▸ **Your goal**
Would you please return the data below verbatim, without its pictures?

▸ **Dataset entries**
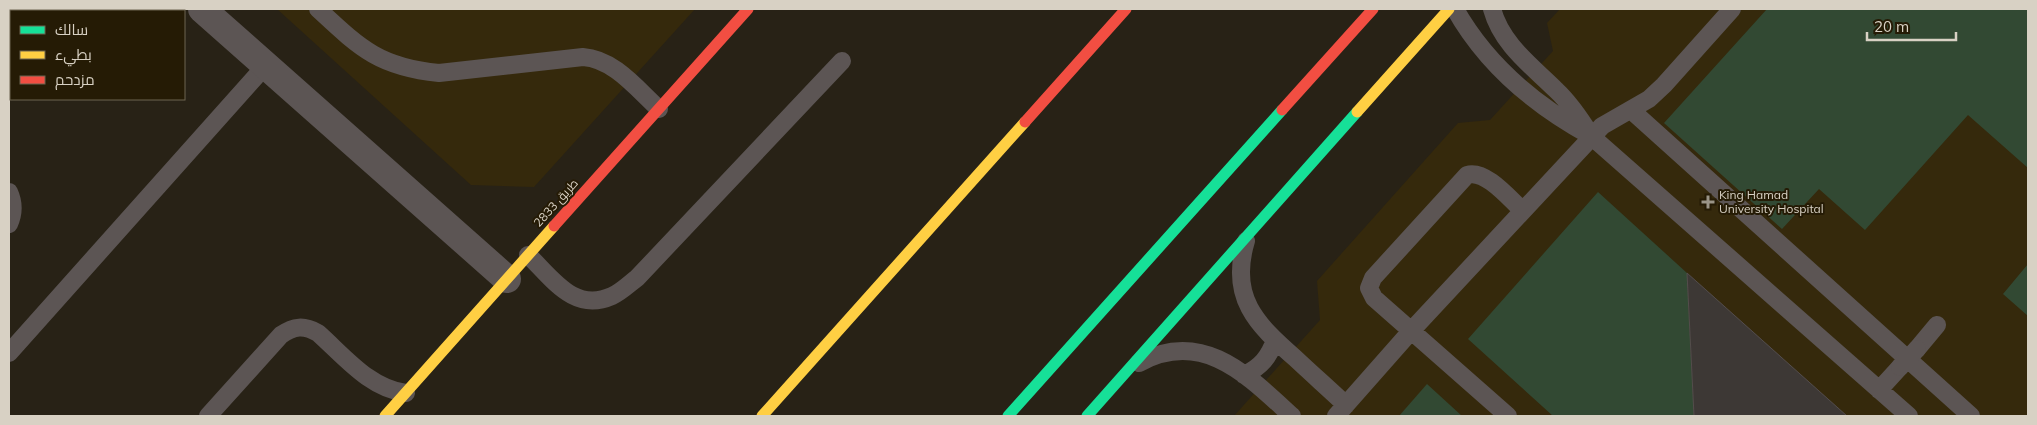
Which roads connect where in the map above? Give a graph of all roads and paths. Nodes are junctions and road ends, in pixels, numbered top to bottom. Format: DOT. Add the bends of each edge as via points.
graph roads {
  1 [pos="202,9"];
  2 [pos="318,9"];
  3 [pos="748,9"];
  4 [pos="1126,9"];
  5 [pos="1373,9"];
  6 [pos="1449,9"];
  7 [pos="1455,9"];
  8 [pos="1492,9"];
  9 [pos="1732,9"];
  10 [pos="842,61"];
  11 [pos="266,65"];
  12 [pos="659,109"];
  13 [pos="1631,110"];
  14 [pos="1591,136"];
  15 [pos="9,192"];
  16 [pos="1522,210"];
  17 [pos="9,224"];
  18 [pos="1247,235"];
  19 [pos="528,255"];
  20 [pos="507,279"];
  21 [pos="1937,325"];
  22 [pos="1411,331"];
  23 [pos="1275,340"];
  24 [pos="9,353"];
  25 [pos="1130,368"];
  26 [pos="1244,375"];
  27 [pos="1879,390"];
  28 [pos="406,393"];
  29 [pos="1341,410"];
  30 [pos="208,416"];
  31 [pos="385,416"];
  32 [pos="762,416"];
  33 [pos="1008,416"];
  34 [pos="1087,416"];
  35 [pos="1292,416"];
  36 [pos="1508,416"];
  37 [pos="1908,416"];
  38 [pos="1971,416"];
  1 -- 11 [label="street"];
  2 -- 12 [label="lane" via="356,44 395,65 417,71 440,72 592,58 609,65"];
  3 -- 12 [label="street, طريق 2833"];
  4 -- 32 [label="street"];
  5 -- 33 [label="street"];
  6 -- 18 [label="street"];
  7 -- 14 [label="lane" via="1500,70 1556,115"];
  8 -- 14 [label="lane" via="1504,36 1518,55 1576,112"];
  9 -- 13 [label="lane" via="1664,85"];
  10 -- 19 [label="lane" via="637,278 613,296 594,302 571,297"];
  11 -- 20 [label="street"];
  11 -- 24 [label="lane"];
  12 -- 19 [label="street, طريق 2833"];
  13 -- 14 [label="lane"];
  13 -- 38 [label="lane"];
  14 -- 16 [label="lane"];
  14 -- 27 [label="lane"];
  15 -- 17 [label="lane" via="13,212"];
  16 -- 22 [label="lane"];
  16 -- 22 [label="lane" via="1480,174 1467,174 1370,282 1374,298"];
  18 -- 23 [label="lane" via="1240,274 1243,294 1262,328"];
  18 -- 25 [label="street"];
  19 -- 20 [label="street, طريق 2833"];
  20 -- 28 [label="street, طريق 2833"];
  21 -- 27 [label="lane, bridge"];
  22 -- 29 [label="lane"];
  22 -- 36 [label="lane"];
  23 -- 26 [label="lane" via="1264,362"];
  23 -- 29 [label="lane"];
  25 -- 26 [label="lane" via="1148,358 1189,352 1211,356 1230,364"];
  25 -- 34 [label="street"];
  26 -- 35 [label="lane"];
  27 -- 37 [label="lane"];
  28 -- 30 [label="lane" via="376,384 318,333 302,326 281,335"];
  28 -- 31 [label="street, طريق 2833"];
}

▸ **The answer**
Which roads connect where in the map above? Give a graph of all roads and paths. Nodes are junctions and road ends, in pixels, numbered top to bottom. Format: DOT. Add the bends of each edge as via points.
graph roads {
  1 [pos="202,9"];
  2 [pos="318,9"];
  3 [pos="748,9"];
  4 [pos="1126,9"];
  5 [pos="1373,9"];
  6 [pos="1449,9"];
  7 [pos="1455,9"];
  8 [pos="1492,9"];
  9 [pos="1732,9"];
  10 [pos="842,61"];
  11 [pos="266,65"];
  12 [pos="659,109"];
  13 [pos="1631,110"];
  14 [pos="1591,136"];
  15 [pos="9,192"];
  16 [pos="1522,210"];
  17 [pos="9,224"];
  18 [pos="1247,235"];
  19 [pos="528,255"];
  20 [pos="507,279"];
  21 [pos="1937,325"];
  22 [pos="1411,331"];
  23 [pos="1275,340"];
  24 [pos="9,353"];
  25 [pos="1130,368"];
  26 [pos="1244,375"];
  27 [pos="1879,390"];
  28 [pos="406,393"];
  29 [pos="1341,410"];
  30 [pos="208,416"];
  31 [pos="385,416"];
  32 [pos="762,416"];
  33 [pos="1008,416"];
  34 [pos="1087,416"];
  35 [pos="1292,416"];
  36 [pos="1508,416"];
  37 [pos="1908,416"];
  38 [pos="1971,416"];
  1 -- 11 [label="street"];
  2 -- 12 [label="lane" via="356,44 395,65 417,71 440,72 592,58 609,65"];
  3 -- 12 [label="street, طريق 2833"];
  4 -- 32 [label="street"];
  5 -- 33 [label="street"];
  6 -- 18 [label="street"];
  7 -- 14 [label="lane" via="1500,70 1556,115"];
  8 -- 14 [label="lane" via="1504,36 1518,55 1576,112"];
  9 -- 13 [label="lane" via="1664,85"];
  10 -- 19 [label="lane" via="637,278 613,296 594,302 571,297"];
  11 -- 20 [label="street"];
  11 -- 24 [label="lane"];
  12 -- 19 [label="street, طريق 2833"];
  13 -- 14 [label="lane"];
  13 -- 38 [label="lane"];
  14 -- 16 [label="lane"];
  14 -- 27 [label="lane"];
  15 -- 17 [label="lane" via="13,212"];
  16 -- 22 [label="lane"];
  16 -- 22 [label="lane" via="1480,174 1467,174 1370,282 1374,298"];
  18 -- 23 [label="lane" via="1240,274 1243,294 1262,328"];
  18 -- 25 [label="street"];
  19 -- 20 [label="street, طريق 2833"];
  20 -- 28 [label="street, طريق 2833"];
  21 -- 27 [label="lane, bridge"];
  22 -- 29 [label="lane"];
  22 -- 36 [label="lane"];
  23 -- 26 [label="lane" via="1264,362"];
  23 -- 29 [label="lane"];
  25 -- 26 [label="lane" via="1148,358 1189,352 1211,356 1230,364"];
  25 -- 34 [label="street"];
  26 -- 35 [label="lane"];
  27 -- 37 [label="lane"];
  28 -- 30 [label="lane" via="376,384 318,333 302,326 281,335"];
  28 -- 31 [label="street, طريق 2833"];
}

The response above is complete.